Most consistent for the day, though, was Russell Coutts and the star-studded crew of Artemis. With owner Torbjorn Tornqvist steering Artemis scored a second then a first to haul themselves up from fourth to second overall, five points ahead of Peter de Ridder’s Valle Romano Mean Machine.

Of the two contests the first enjoyed the best breeze, building from nine to 11 knots, with the first ranks of white horses flecking the waters of the Bay of Palma, but the second was contested in a steadily dying breeze which brought a serious shift on the final run as the sea-breeze all but expired.

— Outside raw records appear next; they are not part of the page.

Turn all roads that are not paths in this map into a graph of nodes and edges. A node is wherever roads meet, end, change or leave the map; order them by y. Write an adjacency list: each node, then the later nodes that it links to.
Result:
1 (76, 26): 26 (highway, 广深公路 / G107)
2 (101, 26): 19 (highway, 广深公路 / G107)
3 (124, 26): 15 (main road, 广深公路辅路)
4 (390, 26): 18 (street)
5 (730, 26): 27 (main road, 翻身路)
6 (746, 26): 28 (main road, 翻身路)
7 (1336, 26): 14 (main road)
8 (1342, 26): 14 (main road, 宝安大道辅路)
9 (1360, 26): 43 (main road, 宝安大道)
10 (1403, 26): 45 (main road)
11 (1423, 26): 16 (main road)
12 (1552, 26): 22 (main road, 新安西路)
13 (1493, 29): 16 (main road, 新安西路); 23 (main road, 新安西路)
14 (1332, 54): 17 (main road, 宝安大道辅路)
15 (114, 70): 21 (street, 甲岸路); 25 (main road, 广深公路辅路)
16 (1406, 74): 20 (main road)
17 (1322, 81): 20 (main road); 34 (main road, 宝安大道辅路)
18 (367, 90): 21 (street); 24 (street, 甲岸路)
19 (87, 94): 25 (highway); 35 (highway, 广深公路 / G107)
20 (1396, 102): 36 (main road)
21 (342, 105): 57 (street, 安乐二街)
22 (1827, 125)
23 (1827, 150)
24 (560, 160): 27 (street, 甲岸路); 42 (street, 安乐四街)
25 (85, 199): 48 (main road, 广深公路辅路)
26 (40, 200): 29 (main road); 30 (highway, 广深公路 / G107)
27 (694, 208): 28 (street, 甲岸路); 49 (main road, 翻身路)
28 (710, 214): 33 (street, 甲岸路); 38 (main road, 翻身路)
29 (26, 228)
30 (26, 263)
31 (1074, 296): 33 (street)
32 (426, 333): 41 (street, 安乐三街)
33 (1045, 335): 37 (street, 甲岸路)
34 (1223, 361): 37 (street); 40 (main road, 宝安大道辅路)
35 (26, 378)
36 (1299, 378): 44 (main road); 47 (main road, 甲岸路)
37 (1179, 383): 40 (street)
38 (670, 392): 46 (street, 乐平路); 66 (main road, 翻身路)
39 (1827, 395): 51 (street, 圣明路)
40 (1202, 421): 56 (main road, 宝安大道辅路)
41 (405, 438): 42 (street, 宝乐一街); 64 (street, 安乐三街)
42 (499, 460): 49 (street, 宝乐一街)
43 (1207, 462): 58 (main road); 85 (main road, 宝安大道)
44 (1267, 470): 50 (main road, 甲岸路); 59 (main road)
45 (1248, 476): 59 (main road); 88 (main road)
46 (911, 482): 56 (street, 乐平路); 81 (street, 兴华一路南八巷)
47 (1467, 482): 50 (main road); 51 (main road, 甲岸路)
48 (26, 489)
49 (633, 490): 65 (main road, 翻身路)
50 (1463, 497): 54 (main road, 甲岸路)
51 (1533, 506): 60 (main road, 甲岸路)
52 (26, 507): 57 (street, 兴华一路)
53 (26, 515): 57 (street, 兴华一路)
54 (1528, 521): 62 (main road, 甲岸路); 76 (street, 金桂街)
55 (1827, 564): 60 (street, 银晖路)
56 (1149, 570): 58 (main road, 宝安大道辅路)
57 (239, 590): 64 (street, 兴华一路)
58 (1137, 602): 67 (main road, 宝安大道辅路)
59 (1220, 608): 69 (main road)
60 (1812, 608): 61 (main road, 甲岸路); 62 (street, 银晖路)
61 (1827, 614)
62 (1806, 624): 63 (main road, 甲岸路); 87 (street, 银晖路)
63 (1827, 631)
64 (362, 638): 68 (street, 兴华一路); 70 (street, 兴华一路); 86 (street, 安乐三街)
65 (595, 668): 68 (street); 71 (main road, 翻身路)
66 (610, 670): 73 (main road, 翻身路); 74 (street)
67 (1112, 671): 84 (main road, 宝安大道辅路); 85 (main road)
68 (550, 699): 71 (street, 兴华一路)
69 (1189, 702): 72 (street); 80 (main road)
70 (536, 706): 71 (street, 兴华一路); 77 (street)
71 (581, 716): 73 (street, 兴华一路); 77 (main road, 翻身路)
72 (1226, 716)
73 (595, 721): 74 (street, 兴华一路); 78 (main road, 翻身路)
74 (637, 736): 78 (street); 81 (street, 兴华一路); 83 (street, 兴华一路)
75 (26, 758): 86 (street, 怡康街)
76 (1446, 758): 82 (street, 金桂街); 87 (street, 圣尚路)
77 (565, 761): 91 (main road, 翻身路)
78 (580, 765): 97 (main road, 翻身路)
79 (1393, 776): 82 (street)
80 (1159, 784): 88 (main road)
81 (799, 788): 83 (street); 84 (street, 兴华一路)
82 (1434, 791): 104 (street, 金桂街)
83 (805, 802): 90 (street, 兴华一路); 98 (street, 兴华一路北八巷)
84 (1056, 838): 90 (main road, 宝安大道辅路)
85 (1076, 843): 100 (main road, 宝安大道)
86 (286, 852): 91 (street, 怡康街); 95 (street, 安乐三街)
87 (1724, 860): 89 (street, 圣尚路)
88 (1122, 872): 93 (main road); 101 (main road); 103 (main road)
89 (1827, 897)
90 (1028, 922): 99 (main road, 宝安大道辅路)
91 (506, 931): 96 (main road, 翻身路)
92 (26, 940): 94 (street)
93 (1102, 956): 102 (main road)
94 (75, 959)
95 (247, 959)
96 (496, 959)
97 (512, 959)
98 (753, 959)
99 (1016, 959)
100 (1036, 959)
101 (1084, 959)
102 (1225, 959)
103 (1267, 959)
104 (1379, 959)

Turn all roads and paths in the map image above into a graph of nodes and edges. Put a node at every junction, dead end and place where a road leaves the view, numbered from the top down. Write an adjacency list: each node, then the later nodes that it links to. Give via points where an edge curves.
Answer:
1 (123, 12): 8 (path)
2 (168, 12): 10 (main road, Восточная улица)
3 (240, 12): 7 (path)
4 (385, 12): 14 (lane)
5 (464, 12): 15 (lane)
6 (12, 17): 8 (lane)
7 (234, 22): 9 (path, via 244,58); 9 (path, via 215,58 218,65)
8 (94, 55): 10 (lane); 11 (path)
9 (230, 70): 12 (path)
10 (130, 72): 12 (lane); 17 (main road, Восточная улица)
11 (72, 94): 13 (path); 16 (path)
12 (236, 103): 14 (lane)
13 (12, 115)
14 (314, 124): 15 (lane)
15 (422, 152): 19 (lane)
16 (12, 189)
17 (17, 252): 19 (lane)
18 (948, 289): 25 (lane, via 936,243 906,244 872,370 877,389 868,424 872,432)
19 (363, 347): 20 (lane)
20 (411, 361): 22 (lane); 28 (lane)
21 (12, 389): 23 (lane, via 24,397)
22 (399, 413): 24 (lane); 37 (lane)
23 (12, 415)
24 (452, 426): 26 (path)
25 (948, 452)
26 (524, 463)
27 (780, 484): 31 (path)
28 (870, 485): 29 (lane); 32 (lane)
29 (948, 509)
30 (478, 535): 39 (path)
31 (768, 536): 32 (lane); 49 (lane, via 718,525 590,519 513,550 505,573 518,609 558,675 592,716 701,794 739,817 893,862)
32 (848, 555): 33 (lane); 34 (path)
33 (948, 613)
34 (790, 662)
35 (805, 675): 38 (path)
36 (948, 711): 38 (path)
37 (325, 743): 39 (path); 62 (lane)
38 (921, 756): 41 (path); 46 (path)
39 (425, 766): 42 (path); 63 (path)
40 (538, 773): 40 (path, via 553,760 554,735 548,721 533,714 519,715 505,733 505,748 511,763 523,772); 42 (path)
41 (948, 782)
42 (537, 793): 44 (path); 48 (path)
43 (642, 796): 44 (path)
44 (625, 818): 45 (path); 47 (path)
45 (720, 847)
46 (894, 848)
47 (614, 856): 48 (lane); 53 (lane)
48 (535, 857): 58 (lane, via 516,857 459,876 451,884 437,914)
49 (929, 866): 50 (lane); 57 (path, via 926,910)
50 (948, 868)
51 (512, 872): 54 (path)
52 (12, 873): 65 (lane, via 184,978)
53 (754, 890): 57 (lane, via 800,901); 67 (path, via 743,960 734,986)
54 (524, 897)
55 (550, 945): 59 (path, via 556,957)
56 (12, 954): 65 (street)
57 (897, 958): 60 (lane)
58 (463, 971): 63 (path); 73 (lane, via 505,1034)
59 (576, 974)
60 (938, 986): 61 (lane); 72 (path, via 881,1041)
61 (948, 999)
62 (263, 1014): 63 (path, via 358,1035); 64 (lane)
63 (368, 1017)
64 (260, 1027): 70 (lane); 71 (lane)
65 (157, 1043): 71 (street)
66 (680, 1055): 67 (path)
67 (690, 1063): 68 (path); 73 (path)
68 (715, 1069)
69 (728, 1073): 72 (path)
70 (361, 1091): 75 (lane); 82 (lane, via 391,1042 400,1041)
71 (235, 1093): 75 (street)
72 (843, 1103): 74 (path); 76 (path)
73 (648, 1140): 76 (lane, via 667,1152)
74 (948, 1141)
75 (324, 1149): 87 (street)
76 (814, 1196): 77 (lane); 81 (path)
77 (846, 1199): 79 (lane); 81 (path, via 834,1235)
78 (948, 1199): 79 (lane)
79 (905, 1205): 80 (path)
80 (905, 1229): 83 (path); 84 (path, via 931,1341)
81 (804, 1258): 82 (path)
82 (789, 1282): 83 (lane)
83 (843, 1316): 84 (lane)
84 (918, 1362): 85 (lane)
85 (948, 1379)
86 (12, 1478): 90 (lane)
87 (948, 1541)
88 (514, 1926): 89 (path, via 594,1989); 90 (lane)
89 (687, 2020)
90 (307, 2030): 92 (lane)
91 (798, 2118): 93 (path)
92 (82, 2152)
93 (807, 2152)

Race officer Peter Reggio then chose not to prolong the agony as the fleet headed homewards after two of the three planned races.

Caixa Galicia’s tactician John Kostekci, skipper of the 2008-9 Ericsson Racing Team Volvo campaign, summarised: “Both starts were OK but I think that we were going pretty fast, and we had a good first beat which got us into the top group both times.”

Their good speed is attributable to number of combined factors:

“ It’s down to hard work, design from last year, sail development, Juan Meseguer has been doing a really nice job on our sail design, we have a coach here who has been helping us with everything – including our speed- but we have good helmsmen, we have good trimmers, so it is a package deal.” Says Kostecki,

“ The fleet has come on a lot. The game is a high level. I was talking to Peter de Ridder just now and he was saying that he thought he had a small advantage last year there is not a whole lot in it.”

“ I would hope we have a small advantage here, but you know we are sailing the boat well. We did a regatta last week and that really helped us out a lot. We started out at a low level and we have been really able to bring the game up.

This is the third year I have been sailing with Caixa, not full time, but I did two regattas with the boat last year and two the year previous with this group.”

“ I think that Chuny and I are a good pair because he is a great helmsman, he doesn’t think too much about tactics and I am able to call the tactics.”

“ It was probably November last year when I decided I would go with them. I know this group and they are a lot fun and they are good sailors. If they weren’t a fun group to be with then I would not be with them, my experience at BMW Oracle taught me that. I am here for fun and you can do that with this group.”

“ We will make no big changes for tomorrow. You have to keep pushing, you can’t change and can’t get conservative. If you get conservative then you are behind.”

Almost in spite of having pledged only modest ambitions, Terry Hutchinson is working a measure of magic with Windquest, owner Doug de Vos steering the former Warpath to lie fourth overall, a point a clear of Patches.

“We are averaging an eighth at the moment. We had a great comeback. A couple of good things went our way, we did not get tacked on when we could have, we got a couple of good shifts. We had to do a penalty turn at the top mark at the top of the first mark in that (second) race but then we sailed a very good run and had a good mark rounding, a good second beat when nobody tacked on us and then jagged a good shift on the run. But I it was pretty impressive watching Caixa Galicia today, they are sailing pretty well. There is no reason not to be happy, we are just slowly chipping away at it. Obviously there is still a lot of racing to go.”